Calvino me dio la puerta de entrada para concebir la ciudad como un espacio para la preocupación social que no pasara por la clave realista. Escribí unos diez textos sobre ciudades inspirado por Calvino. Pero lo que hice con Calvino era mi procedimiento textual por entonces; si me deslumbraba un libro, no tenía un diario en el que escribir “este libro me deslumbró”; sentía que la mejor manera de decir eso era producir textos-homenaje a partir de ese libro. En algunos, como en Calvino, el homenaje es obvio, pero en otros las claves son más secretas. Es por eso que pienso que, de todos los libros que he escrito, Desencuentros es el más cercano a una biografía: ahí están los libros que leía, los autores que admiré inicialmente, mi forma de entender la literatura, etc.

El relato de La ciudad de los mapas, utilizas la ciudad para mostrar la lucha por el control, una lucha que se lleva a cabo a través de la continua presentación de nuevos mapas. ¿La ciudad es el microcosmo donde se reflejan las grandes luchas de poder?

No lo podría decir mejor. La familia, la ciudad, la literatura, eran los tres sitios privilegiados para mi escritura por entonces; cada sitio era un campo de batalla, a veces simbólico y otras no tanto.

En Las dos ciudades planteas un tema muy actual, sobre todo en las ciudades turísticas: el simulacro. La experiencia urbana no es con la ciudad real, sino con la ciudad construida para el turismo o, más en general, para el consumo.

Esas fueron intuiciones nacidas de la lectura de algunos textos de Borges, como aquel en el que habla de que el mapa ideal de una ciudad sería uno del mismo tamaño de la ciudad, para replicarla exactamente. Han pasado casi tres décadas y ese fenómeno no ha hecho más que exacerbarse gracias al desarrollo tecnológico y al avance de la experiencia del consumo neoliberal.

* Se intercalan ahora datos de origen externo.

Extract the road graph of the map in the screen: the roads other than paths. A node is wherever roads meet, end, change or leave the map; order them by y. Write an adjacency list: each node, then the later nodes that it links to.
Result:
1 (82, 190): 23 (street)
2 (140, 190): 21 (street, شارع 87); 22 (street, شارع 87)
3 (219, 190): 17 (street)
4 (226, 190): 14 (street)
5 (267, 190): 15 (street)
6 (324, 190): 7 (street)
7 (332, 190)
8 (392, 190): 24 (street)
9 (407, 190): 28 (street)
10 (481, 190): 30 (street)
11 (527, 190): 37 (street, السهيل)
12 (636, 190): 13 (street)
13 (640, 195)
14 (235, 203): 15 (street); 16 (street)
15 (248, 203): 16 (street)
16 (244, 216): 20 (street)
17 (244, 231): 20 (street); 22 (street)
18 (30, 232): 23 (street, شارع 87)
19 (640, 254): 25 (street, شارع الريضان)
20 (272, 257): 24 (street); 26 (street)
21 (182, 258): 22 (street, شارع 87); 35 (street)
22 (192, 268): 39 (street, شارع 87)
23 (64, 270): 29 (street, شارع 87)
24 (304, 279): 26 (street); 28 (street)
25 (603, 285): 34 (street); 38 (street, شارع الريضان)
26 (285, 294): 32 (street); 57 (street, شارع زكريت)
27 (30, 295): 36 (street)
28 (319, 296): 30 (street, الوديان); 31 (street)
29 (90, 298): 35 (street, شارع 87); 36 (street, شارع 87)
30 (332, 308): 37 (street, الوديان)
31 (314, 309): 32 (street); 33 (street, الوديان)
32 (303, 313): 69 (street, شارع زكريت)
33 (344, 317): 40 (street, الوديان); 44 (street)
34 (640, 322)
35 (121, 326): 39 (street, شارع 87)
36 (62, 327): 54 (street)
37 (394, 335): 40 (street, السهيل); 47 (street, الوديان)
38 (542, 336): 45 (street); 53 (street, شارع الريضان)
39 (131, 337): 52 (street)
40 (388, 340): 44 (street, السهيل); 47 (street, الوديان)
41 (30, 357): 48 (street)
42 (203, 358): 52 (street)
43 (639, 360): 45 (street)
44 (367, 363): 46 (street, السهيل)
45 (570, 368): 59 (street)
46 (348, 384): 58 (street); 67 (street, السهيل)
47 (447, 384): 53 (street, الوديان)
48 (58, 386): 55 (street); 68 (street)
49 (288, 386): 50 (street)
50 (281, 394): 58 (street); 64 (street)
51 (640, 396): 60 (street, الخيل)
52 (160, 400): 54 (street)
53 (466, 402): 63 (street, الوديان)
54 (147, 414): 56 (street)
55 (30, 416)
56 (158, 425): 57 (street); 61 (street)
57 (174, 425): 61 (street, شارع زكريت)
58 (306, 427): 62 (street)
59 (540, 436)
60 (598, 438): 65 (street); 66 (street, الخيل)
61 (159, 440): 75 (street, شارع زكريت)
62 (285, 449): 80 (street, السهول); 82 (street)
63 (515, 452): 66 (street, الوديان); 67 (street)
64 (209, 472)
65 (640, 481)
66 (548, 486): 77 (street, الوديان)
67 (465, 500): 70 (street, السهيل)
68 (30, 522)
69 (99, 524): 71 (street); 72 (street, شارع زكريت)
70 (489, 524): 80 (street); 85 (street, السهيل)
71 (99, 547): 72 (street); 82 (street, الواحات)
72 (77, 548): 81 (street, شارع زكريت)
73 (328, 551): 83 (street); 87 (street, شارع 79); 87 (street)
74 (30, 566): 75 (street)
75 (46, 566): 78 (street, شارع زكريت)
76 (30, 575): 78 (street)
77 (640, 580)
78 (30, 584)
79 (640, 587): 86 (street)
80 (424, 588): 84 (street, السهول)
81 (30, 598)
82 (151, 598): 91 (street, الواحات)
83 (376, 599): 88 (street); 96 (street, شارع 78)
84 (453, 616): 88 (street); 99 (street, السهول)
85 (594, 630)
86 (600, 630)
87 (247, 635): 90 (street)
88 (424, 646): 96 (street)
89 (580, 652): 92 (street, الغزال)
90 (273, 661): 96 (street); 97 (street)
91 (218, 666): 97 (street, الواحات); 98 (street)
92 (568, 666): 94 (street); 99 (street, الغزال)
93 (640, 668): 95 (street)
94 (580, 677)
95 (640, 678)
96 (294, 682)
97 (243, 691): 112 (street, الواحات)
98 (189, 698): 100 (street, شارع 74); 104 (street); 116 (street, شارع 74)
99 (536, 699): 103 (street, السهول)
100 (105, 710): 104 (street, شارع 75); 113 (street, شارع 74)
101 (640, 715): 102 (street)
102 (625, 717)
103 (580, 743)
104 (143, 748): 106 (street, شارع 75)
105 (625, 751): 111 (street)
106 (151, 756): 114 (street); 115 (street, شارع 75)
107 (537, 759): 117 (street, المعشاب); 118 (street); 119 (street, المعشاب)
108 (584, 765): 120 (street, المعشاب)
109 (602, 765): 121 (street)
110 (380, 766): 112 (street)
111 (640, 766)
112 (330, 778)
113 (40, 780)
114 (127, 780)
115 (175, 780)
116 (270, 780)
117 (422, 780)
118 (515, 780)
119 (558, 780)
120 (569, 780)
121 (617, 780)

No solo se trata de salvaguardar lo real; también se trata de que vamos cambiando nuestra misma idea de qué es real, que es natural. Algún día veremos como algo extraño que hubo gente que visitó la Venecia real; habrá un momento en que solo se podrá visitar una Venecia de réplica.

Concluías aquel artículo de 2004, diciendo: “Prefiero, en todo caso, fracasar en el intento que dedicarme a escribir novelas en las que no haya apuesta alguna”. Echando la vista atrás, ¿aquellos relatos fue la primera ruptura de todas?

Lo fueron para mí, aunque, por suerte, yo no estaba consciente de ello.